Saved data entries:

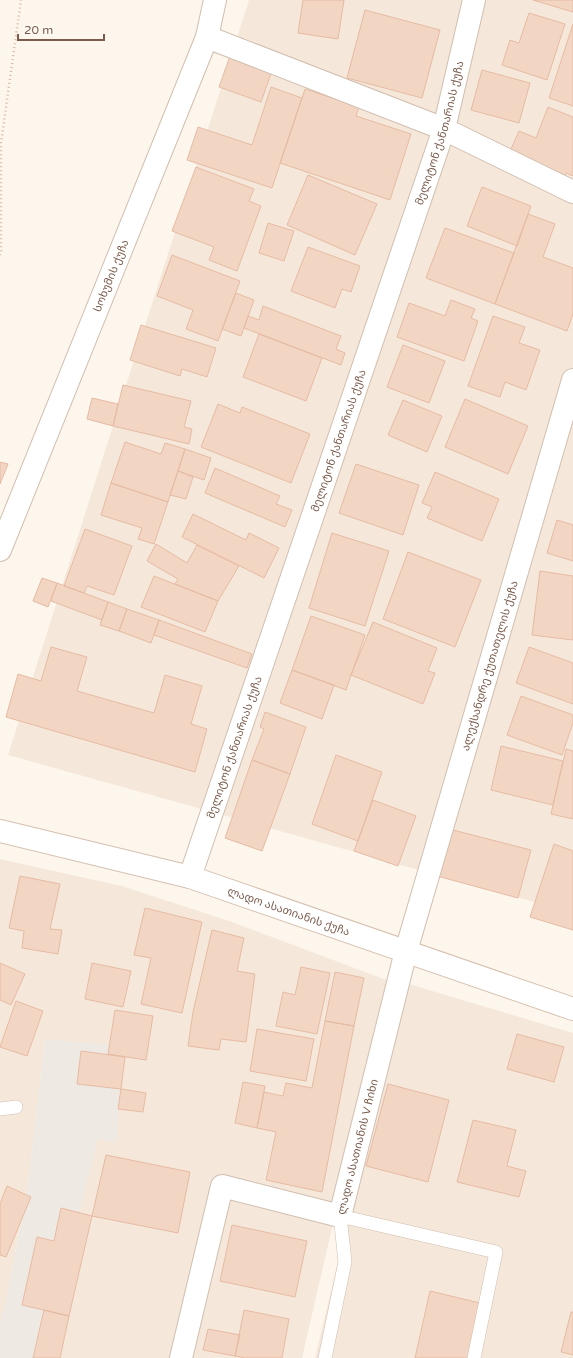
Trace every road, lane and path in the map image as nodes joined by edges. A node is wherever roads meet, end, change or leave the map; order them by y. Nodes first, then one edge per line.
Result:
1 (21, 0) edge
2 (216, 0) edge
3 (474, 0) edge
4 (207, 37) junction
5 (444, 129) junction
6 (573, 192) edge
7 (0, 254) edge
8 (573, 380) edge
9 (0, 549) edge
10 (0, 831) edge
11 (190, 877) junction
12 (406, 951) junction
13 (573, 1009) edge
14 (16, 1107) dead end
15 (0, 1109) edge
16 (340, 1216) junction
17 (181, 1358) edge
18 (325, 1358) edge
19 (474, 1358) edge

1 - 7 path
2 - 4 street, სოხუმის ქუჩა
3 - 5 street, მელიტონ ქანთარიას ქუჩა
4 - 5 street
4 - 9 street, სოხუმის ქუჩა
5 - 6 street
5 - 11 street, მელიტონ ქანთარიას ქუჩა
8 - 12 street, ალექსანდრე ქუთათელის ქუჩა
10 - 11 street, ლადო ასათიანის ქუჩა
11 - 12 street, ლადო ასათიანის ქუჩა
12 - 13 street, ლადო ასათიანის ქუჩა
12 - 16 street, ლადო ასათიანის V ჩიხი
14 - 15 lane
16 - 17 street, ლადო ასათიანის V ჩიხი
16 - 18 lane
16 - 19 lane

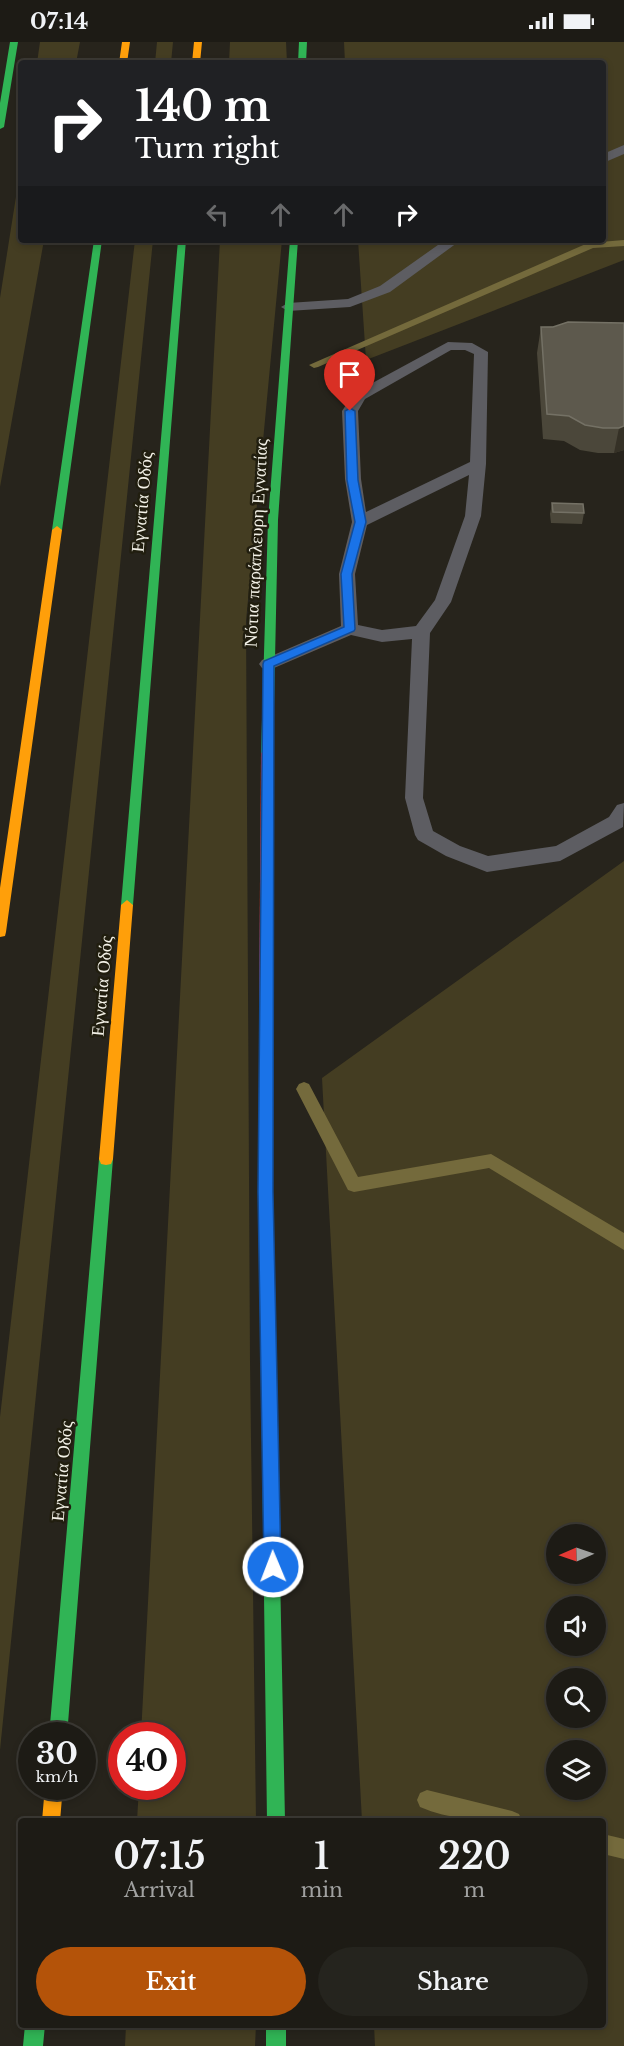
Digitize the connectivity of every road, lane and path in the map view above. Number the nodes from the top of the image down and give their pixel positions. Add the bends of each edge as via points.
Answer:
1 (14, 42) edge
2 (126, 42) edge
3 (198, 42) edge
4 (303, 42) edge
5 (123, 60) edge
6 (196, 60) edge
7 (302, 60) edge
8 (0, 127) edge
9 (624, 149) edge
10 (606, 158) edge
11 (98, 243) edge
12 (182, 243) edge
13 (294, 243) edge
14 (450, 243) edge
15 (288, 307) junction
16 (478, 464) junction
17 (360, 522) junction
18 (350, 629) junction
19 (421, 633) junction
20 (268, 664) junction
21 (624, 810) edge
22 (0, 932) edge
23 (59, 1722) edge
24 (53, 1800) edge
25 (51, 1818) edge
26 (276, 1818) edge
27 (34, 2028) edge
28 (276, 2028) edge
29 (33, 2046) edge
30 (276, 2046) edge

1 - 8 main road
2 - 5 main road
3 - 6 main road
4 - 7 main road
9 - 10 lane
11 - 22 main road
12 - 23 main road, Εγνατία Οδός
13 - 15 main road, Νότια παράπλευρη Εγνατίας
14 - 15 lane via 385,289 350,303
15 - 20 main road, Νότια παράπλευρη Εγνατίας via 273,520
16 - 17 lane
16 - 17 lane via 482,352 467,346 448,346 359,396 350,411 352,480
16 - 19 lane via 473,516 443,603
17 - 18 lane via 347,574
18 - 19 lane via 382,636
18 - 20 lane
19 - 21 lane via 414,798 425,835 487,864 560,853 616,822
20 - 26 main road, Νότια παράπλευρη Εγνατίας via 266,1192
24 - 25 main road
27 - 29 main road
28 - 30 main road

■ Activity
Check each line above for the string "junction" and copy the ones that have it.

■ Task output
4 (207, 37) junction
5 (444, 129) junction
11 (190, 877) junction
12 (406, 951) junction
16 (340, 1216) junction
15 (288, 307) junction
16 (478, 464) junction
17 (360, 522) junction
18 (350, 629) junction
19 (421, 633) junction
20 (268, 664) junction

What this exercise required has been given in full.